Agreed. Touch the route line and hold your finger still for a moment before starting to drag. iFly will respond as Mark described: The route line turns green, with crosshairs over your dragged waypoint. When you lift your finger, you'll be presented with a menu of waypoint options, including the exact Lat/Lon you dragged to, plus nearby charted waypoints you may have intended (GPS fixes, airports, navaids, etc.). Selecting one of those waypoints will confirm your rubber-banded change. Otherwise, selecting "Cancel" or touching anywhere else on the map will revert back to the route as it was before you disturbed it.
If your aim is good and you're touching the route line, it only takes a very short moment before it transitions to rubber-band mode. 100ms? 150, maybe? In my experience, the behavior is very comfortable/intuitive.
If you're using an iFly device, especially an older unit, it might be that the screen digitizer grid has drifted, with the result being that where your finger is touching may not exactly match where the device is registering the touch. In that case, you could try recalibrating the digitizer to see if that helps. (Very old units can have uncorrectable drift that requires screen replacement to repair.) You can test for digitizer drift by touch-and-holding your finger to the map at various places around the screen. iFly will draw a circle of dots around your fingertip to acknowledge the touch. If your finger is not centered in that circle, the digitizer has drifted.

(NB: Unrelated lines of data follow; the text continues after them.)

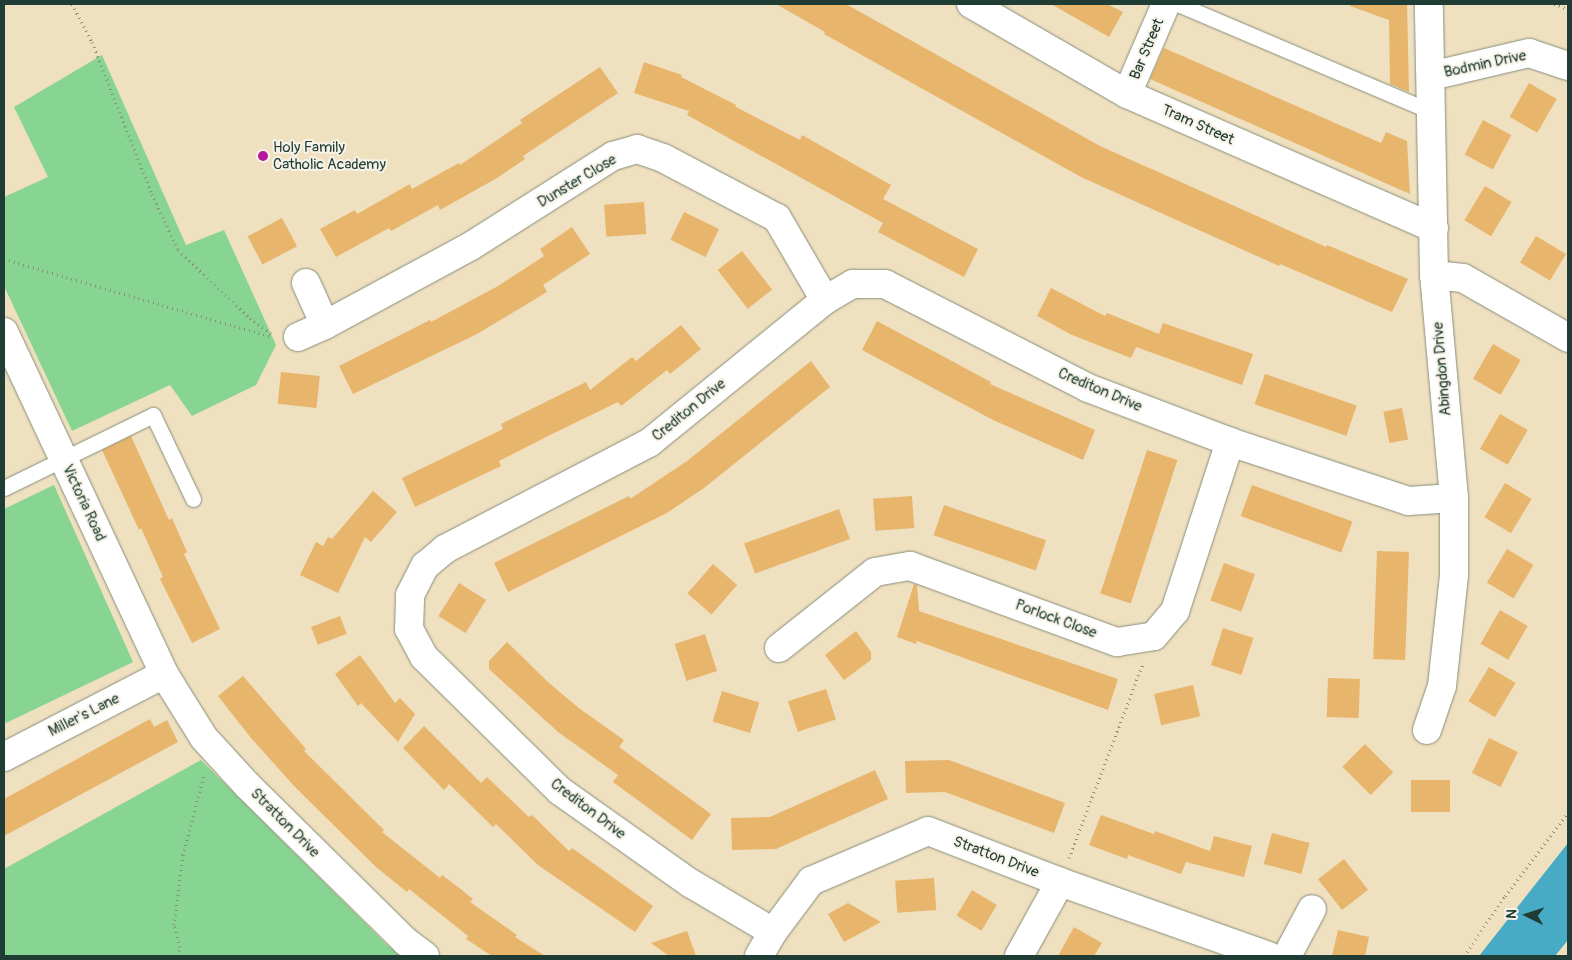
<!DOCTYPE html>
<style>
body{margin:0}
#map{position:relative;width:1572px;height:960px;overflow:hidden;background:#efe0c0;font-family:Pangolin,sans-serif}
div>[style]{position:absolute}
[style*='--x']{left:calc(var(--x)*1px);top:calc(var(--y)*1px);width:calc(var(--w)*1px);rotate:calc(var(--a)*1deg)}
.green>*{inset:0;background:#88d492}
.water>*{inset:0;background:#47abc6}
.building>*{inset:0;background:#e8b56d;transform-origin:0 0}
.path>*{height:3px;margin-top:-1.5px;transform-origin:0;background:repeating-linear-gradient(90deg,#878e7a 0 1px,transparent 0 5px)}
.roads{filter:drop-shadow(0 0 1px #878e7a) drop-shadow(0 0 1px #878e7a)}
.service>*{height:15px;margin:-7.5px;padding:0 7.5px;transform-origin:7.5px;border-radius:7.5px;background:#fff}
.minor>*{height:28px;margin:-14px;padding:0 14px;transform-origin:14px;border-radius:14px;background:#fff}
.dots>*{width:14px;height:14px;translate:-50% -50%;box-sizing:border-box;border:2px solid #f7f3e8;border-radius:50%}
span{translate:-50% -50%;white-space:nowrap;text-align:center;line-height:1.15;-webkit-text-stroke:4px #f7f3e8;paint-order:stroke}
.street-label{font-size:15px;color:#1f3d34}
.poi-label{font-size:15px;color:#1f3d34}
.left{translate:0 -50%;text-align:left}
.frame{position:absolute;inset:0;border:5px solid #1f3d34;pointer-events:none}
.north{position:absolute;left:1502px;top:890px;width:50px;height:50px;-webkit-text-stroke:4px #f7f3e8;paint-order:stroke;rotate:274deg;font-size:14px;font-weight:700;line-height:20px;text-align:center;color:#1f3d34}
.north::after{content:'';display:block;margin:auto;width:18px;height:22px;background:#1f3d34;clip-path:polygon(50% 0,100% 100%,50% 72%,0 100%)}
</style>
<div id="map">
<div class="green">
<div style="clip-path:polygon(102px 55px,186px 245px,224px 230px,276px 345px,256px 385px,192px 416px,170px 385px,72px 431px,4px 286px,4px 197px,48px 177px,14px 107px)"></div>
<div style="clip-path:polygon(54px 485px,133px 662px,6px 723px,4px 718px,4px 509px)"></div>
<div style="clip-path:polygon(201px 760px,388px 946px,402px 956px,4px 956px,4px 869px)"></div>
</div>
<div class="water">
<div style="clip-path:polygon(1568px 843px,1568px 940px,1555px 956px,1479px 956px)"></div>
</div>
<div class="building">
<div style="clip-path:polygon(776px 4px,846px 4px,1100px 146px,1326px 247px,1327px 245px,1408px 279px,1392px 312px,1280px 264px,1279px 266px,1081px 177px,824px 34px,825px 32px)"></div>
<div style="clip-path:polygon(1051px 4px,1107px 4px,1123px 12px,1109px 37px)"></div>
<div style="clip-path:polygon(1351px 4px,1407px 4px,1409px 92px,1390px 84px,1389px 20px,1350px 6px)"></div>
<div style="clip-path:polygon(1164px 48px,1381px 143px,1386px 132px,1407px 141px,1410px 194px,1150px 79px)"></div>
<div style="clip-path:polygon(644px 62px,682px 75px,681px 77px,736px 105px,736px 107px,800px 140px,802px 135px,891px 185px,883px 199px,978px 249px,964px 277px,878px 232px,883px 223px,687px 115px,689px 111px,634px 93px)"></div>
<div style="clip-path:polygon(600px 67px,618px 93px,523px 156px,525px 159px,497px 178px,440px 210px,438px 205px,391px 231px,389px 228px,336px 257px,320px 229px,355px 210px,357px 214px,410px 184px,412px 189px,459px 163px,460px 165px,522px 123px,520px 120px)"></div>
<div style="left:1529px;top:83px;width:32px;height:39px;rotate:30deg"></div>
<div style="left:1483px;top:120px;width:32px;height:39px;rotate:28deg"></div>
<div style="left:1485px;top:186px;width:31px;height:40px;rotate:31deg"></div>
<div style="left:644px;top:202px;width:32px;height:40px;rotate:86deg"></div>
<div style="left:684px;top:212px;width:39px;height:31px;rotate:26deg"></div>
<div style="left:282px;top:218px;width:32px;height:39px;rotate:62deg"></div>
<div style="clip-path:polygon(572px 227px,590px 254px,543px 285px,547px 292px,477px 334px,353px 394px,339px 366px,430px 320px,431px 322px,498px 286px,544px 256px,540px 249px)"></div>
<div style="left:1536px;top:236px;width:35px;height:31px;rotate:31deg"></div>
<div style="left:742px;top:251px;width:49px;height:31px;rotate:52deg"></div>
<div style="clip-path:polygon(1051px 288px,1105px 316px,1107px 313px,1159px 334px,1163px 323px,1253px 354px,1242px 385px,1136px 347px,1131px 358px,1072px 335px,1037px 316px)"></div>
<div style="clip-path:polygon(877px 321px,991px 382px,990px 384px,1095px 430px,1083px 460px,993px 420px,862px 350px)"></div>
<div style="clip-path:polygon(681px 325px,701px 349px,670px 374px,667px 370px,621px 406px,618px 402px,550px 435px,499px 461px,501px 466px,415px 507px,402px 478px,503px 429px,501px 424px,586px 382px,590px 390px,632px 357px,636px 361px)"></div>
<div style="left:1493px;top:344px;width:32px;height:40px;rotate:30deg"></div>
<div style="clip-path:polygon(811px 361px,830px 387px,704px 488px,667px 513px,508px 592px,494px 563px,629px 496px,630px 499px,687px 461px)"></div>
<div style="left:281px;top:372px;width:39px;height:32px;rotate:6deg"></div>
<div style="left:1265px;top:374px;width:97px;height:32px;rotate:19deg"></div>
<div style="left:1402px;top:408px;width:32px;height:19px;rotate:79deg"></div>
<div style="left:1500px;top:414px;width:32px;height:40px;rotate:30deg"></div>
<div style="clip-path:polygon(131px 436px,169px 520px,172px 518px,187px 552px,184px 554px,220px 629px,192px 643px,160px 579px,163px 577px,141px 528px,139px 530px,102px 450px)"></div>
<div style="left:1147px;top:450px;width:32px;height:151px;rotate:18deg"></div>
<div style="left:1505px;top:483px;width:31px;height:40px;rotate:31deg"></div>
<div style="left:1252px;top:485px;width:107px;height:33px;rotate:20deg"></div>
<div style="clip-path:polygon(373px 491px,397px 512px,371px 542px,365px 537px,338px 593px,300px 575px,316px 542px,323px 546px,328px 537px,332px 539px)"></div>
<div style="left:912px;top:496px;width:32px;height:39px;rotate:86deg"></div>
<div style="left:944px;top:505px;width:108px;height:32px;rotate:19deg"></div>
<div style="left:839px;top:509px;width:32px;height:101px;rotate:70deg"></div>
<div style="left:1507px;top:549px;width:31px;height:39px;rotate:31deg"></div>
<div style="left:1377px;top:551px;width:32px;height:108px;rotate:2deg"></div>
<div style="left:1224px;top:563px;width:33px;height:40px;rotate:20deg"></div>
<div style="left:713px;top:564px;width:32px;height:39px;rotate:41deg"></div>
<div style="left:459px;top:583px;width:32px;height:39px;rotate:32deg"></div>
<div style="clip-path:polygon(914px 584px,917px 585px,919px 611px,1118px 679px,1108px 710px,917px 641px,916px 644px,897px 637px)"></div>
<div style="left:1500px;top:610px;width:32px;height:39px;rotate:30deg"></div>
<div style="left:340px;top:616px;width:19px;height:31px;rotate:69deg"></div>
<div style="left:1223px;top:628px;width:32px;height:39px;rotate:18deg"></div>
<div style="clip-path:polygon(856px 631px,871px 652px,871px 660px,844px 680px,825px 655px)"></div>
<div style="left:705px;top:634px;width:39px;height:32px;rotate:72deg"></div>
<div style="clip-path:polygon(507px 642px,548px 682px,580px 709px,624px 740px,619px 747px,711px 814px,692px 840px,613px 782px,618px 775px,558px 732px,489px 669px,489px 661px)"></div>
<div style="clip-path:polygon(360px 655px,395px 703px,400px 698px,415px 714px,398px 742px,361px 703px,358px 706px,335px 674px)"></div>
<div style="left:1489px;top:667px;width:31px;height:40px;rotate:31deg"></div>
<div style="clip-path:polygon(243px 676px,306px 749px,304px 751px,384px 830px,382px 832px,440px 878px,442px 875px,458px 887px,473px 899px,470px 902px,517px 935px,515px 937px,545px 956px,492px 956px,466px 939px,468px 936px,409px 889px,407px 892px,376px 867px,294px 786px,251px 738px,218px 696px)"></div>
<div style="left:1328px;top:678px;width:32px;height:39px;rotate:2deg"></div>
<div style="left:1193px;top:685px;width:32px;height:40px;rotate:77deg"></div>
<div style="left:826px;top:689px;width:32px;height:40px;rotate:72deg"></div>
<div style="left:722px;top:691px;width:39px;height:32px;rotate:17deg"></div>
<div style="clip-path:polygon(150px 719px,154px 727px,167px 720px,178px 742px,4px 836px,4px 799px)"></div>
<div style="clip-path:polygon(424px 726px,481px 783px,487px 777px,529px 817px,532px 815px,569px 851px,572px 848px,653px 906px,635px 932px,538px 865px,496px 824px,493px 827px,449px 784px,444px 790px,403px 748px)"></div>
<div style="left:1489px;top:738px;width:32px;height:39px;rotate:26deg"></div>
<div style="left:1365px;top:744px;width:40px;height:32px;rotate:45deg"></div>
<div style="clip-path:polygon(949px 760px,1065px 803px,1054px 833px,945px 792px,906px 793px,905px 761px)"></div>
<div style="clip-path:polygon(875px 770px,888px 799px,776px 849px,732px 850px,731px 818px,770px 817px)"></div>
<div style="left:1411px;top:780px;width:39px;height:32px"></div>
<div style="clip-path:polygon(1101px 815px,1154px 834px,1155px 831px,1210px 851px,1214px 836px,1252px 846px,1244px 877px,1186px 862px,1181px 874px,1128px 855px,1127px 859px,1089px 845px)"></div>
<div style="left:1272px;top:833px;width:39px;height:32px;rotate:15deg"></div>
<div style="left:1344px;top:859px;width:39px;height:33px;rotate:52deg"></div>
<div style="left:934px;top:878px;width:32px;height:39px;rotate:86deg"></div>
<div style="left:972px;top:890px;width:29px;height:30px;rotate:31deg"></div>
<div style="clip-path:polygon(848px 903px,881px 922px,844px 942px,828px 914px)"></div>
<div style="clip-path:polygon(1074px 927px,1102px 943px,1094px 956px,1058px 956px)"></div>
<div style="clip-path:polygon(1338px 930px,1369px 937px,1365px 956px,1332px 956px)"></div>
<div style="clip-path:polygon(687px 931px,696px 956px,669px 956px,651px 943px)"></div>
</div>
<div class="path">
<div style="--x:72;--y:4;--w:43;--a:62.2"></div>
<div style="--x:92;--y:42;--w:163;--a:68.5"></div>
<div style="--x:152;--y:194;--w:62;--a:65.1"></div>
<div style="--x:178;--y:250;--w:99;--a:43.4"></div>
<div style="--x:250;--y:318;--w:27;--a:36"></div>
<div style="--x:1554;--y:4;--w:15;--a:20"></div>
<div style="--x:4;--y:259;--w:279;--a:16.2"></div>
<div style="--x:1069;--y:858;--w:209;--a:-69.2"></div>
<div style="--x:178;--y:956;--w:9;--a:-77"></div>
<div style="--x:180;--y:947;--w:23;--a:-105"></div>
<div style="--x:174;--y:925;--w:71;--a:-82.7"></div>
<div style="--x:183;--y:855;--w:83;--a:-75.3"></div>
<div style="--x:1464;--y:956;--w:73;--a:-55.7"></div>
<div style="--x:1505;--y:896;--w:105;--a:-53.1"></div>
</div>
<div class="roads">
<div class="service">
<div style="--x:1178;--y:4;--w:276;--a:23"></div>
<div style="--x:4;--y:488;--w:166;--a:-26.1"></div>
<div style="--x:153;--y:415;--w:93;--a:64.5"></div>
</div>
<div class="minor">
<div style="--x:971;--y:4;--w:180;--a:30"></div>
<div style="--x:1127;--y:94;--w:335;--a:23.6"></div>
<div style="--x:1431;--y:76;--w:101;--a:-13.2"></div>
<div style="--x:1529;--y:53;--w:41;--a:18.4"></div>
<div style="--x:1127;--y:94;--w:98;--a:-66.6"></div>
<div style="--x:1434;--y:275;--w:29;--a:6"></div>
<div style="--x:1463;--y:278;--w:121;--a:29.7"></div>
<div style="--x:306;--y:283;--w:46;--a:65.7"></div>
<div style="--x:4;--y:332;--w:378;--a:64.9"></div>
<div style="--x:164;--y:674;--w:75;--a:58"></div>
<div style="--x:204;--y:738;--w:64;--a:47.5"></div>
<div style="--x:247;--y:785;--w:222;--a:44.6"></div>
<div style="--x:405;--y:941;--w:25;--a:37"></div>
<div style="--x:298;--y:337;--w:30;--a:-24"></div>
<div style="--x:325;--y:325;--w:166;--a:-28.4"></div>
<div style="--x:471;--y:246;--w:168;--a:-32.4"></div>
<div style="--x:613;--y:156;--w:25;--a:-16"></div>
<div style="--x:637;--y:149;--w:28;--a:19"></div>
<div style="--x:663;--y:158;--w:129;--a:27.8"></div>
<div style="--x:777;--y:218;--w:95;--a:59.7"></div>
<div style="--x:779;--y:648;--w:122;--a:-38.4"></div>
<div style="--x:875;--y:572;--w:36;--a:-10"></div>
<div style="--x:910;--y:566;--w:221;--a:20.2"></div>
<div style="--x:1117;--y:642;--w:37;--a:-9"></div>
<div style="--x:1154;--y:636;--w:33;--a:-50"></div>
<div style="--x:1175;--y:611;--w:178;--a:-72"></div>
<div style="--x:1427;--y:730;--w:46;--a:-71.2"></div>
<div style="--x:1442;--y:686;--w:112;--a:-83.8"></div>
<div style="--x:1454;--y:575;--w:77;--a:-90"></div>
<div style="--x:1454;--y:498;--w:224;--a:-95.1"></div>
<div style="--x:1434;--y:275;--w:271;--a:-91.1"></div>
<div style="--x:4;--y:757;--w:180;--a:-27.4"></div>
<div style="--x:773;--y:932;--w:96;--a:-149.4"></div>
<div style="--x:690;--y:883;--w:159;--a:-144.7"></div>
<div style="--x:560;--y:791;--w:191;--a:-135.4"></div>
<div style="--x:424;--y:657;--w:32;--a:-118"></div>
<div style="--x:409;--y:629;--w:34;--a:-88"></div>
<div style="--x:410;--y:595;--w:33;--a:-63"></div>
<div style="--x:425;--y:566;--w:26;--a:-40"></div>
<div style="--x:445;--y:549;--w:230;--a:-27.5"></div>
<div style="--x:649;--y:443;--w:227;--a:-39.1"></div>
<div style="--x:825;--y:300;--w:32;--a:-30"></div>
<div style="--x:853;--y:284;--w:32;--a:0"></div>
<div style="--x:885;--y:284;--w:228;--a:27.1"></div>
<div style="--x:1088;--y:388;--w:152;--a:20.8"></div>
<div style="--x:1230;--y:442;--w:188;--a:18.3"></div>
<div style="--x:1408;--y:501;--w:46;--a:-3.7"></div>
<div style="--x:759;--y:956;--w:28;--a:-60"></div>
<div style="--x:773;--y:932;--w:64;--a:-53.3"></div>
<div style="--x:811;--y:881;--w:127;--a:-23.1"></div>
<div style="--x:928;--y:831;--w:142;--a:21.1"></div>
<div style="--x:1060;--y:882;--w:222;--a:19.5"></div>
<div style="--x:1019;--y:956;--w:85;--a:-61"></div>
<div style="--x:1287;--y:956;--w:53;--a:-62"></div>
</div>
</div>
<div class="dots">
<div style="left:263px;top:156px;background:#b5179e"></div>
</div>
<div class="street-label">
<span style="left:1147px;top:49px;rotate:-67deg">Bar Street</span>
<span style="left:1485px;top:64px;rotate:-12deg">Bodmin Drive</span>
<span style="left:1198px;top:125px;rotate:24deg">Tram Street</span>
<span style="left:577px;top:181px;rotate:-31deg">Dunster Close</span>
<span style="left:1442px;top:369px;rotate:-95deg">Abingdon Drive</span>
<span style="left:1100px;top:390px;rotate:23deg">Crediton Drive</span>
<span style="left:689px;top:410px;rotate:-39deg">Crediton Drive</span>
<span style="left:84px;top:503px;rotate:65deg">Victoria Road</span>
<span style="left:1056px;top:619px;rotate:20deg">Porlock Close</span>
<span style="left:84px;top:715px;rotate:-27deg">Miller's Lane</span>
<span style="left:588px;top:809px;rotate:37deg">Crediton Drive</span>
<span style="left:285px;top:823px;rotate:45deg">Stratton Drive</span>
<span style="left:996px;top:857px;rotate:21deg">Stratton Drive</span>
</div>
<div class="poi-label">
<span class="left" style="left:273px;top:156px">Holy Family<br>Catholic Academy</span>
</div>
<div class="frame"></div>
<div class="north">N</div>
</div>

Note that different regions of the screen can exhibit different amounts of drift--it's common to only see a problem near one corner of the screen, for instance.
The touch technology of the iFly devices is also different from that of most other touch devices used today, and you may get better results using your fingernail or a stylus (or a pencap or a pencil eraser) to make a more precise touch input, rather than the pad of your fingertip.